Commonwealth Attorney Mark Blankenship may have a tough case ahead of him, according to an expert on cold cases at the University of Louisville.
Blankenship is the main prosecuting attorney in the re-indictment of Jerry Wayne Walker, who faces charges related to the 1998 Hester College fire, which killed one student and critically injured another.
Walker, a student when the fire occurred, was tried once before for murder and assault of the two students, but doubt on the part of a Calloway County Circuit Court jury led to a mistrial in 2001.
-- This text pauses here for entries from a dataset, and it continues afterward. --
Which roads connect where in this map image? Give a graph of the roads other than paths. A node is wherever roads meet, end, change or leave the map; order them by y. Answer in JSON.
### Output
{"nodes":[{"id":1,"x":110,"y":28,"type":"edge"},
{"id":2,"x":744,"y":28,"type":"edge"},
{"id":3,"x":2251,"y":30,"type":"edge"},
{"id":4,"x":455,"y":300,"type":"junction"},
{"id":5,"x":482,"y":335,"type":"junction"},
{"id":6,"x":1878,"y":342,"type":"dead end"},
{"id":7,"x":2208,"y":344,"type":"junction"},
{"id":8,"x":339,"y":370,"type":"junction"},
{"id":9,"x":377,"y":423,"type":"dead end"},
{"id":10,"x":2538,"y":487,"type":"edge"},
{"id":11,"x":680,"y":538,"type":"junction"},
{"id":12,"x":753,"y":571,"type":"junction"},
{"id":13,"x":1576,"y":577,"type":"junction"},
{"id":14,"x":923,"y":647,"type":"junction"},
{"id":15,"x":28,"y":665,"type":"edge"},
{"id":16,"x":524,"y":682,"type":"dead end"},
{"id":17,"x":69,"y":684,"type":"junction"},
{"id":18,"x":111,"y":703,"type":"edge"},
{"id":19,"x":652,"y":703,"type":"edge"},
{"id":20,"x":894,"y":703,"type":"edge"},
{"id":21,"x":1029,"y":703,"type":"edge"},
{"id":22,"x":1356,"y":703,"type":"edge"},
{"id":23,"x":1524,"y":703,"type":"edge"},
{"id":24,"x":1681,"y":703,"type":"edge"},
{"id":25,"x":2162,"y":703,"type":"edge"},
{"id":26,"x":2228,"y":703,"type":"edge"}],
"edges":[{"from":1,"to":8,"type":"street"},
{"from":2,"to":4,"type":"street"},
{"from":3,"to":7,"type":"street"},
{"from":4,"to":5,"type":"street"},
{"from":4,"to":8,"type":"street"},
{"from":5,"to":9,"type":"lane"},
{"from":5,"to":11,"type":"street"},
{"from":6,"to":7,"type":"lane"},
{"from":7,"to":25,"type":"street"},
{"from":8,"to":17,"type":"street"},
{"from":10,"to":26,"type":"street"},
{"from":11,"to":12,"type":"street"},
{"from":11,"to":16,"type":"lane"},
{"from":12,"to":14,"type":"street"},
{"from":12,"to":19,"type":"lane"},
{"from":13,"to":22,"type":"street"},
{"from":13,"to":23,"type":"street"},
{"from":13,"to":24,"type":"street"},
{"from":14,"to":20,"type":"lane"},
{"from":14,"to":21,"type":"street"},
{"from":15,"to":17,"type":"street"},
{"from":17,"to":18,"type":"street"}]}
But in September of this year, 10 years after the initial charges were dropped, a special grand jury indicted Walker, 35, on a charge of second degree manslaughter, first degree arson, second degree assault and 14 counts of first degree wanton endangerment for the total residents on the west side of the fourth floor of Hester College where the fire was set.
Blankenship said after the arraignment hearing he was certain of his case. He suggested he would be employing additional evidence in the case set for a status hearing Monday.
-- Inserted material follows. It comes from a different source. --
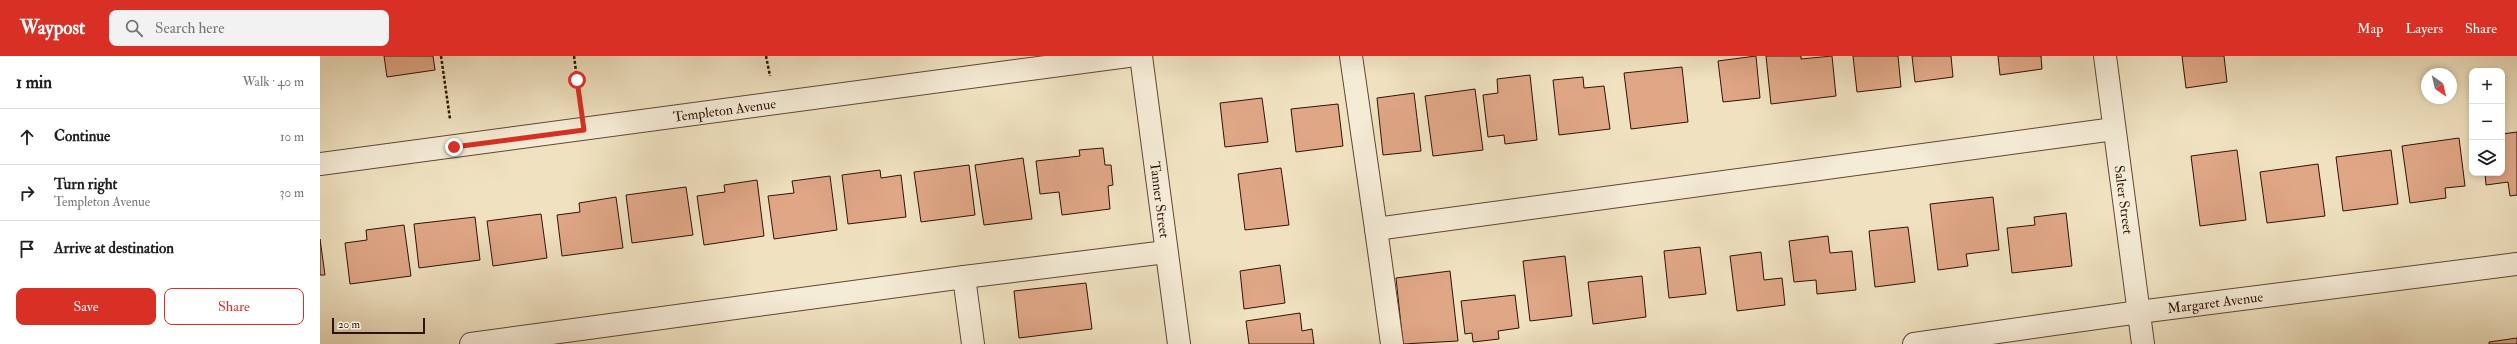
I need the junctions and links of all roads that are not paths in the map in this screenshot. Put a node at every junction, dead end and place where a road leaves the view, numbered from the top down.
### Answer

“This thing is now back into the system and we’re going to move forward and we’re confident of a very different result this time,” he said.
Luke Milligan, assistant professor of law at the University of Louisville, said Blankenship will have to present a compelling case to bring such high-profile charges 13 years after the crime was committed.
Milligan said the prosecution will present a case at a sore disadvantage for two reasons: the fact that the charges stem from a cold case of more than a decade and because prosecutors are attempting a retrial of the same man.
He said additional disadvantages arise for the prosecution in evidence as well as jury and community interest. Often, Milligan said, prosecutors will find physical evidence either unusable or far less convincing due to degradation over time.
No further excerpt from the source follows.